The novel’s setting, Istanbul, is also integral to the exploration of such themes. It is a city where ancient and modern, East and West, the religious and the secular coexist, and from Boratin’s apartment we witness such variety: views over Galata tower, the rooftops of Topkapı Palace, Beyazıt Tower, Balat Hill and, on the other side, concrete walls, “cats and dogs instead of birds,” and piles of rubbish. Many important scenes take place at the border between Asia and Europe—Boratin jumped from Bosphorus bridge whilst crossing over to the European side, and the novel ends at the abandoned Haydarpasa railway station at the beginning of Anatolia. Sönmez, who was born in a Kurdish village in Turkey before moving to Istanbul, and who now divides his time between Cambridge and Istanbul, reveals the importance of place, specifically through these meeting points, areas of encounter and possibility.

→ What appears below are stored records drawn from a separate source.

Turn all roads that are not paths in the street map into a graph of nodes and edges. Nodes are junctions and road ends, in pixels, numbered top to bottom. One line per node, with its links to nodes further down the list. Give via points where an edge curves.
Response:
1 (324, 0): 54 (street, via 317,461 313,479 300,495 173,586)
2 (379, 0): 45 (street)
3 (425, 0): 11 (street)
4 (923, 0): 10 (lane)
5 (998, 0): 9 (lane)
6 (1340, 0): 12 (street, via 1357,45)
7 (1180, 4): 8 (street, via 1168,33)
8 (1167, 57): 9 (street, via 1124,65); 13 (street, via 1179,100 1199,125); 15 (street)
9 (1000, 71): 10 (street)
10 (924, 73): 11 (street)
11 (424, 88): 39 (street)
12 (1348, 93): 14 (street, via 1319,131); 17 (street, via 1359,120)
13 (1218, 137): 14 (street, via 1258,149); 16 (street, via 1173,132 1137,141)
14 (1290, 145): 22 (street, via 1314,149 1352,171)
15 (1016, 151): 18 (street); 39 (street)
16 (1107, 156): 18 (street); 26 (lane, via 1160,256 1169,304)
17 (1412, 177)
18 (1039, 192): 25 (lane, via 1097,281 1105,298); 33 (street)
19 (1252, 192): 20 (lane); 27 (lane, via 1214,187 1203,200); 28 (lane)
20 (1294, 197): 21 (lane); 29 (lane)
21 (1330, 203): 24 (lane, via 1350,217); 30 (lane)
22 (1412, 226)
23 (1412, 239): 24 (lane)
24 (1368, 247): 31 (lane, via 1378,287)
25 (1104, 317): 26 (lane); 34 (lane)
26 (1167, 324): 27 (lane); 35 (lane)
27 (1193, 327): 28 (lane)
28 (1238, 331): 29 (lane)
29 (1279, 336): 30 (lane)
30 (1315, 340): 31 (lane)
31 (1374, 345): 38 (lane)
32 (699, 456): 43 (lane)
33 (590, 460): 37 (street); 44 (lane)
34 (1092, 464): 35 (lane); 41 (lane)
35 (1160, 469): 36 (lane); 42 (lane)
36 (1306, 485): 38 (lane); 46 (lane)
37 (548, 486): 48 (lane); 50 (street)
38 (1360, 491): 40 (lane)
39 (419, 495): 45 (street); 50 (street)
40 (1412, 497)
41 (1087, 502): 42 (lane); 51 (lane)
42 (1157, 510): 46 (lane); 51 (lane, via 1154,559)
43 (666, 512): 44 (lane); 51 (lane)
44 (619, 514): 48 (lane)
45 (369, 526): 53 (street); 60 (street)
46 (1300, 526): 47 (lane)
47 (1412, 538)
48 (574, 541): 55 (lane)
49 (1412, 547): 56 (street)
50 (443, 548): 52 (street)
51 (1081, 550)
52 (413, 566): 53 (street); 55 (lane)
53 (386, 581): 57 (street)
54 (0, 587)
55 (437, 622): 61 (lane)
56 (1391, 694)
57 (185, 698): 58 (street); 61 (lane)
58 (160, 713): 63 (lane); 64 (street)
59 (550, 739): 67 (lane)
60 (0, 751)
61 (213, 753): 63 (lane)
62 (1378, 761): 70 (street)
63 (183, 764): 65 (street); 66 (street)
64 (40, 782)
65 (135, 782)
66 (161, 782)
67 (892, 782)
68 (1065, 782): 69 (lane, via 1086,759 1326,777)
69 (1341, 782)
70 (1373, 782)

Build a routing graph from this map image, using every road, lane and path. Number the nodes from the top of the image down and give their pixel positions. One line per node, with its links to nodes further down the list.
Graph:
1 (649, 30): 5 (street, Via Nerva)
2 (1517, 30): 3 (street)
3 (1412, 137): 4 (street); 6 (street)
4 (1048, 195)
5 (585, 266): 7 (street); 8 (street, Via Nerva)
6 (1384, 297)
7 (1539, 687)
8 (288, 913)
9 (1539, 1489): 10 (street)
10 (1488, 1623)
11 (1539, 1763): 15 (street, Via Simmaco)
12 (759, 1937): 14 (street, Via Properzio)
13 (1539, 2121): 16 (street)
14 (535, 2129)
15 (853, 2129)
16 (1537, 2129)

One final meeting point integral to the novel is between the body and the mind. As Boratin says: “Memory loss doesn’t count as bodily injury.” Yet a question that hounds him is what caused him to throw himself from Bosphorus bridge. “What can be worth dying for? Was there anything that valuable in my life?” As he searches for clues, and as nobody can remember any cause or indication behind Boratin’s jumping, we are asked to question how well we can ever know anyone. How much is physical recognition ever worth, and to what extent can it truly define us?
Sarah Moore is a bookseller and editor from Cambridge, UK. She currently lives in Paris and is an Assistant Blog Editor for Asymptote.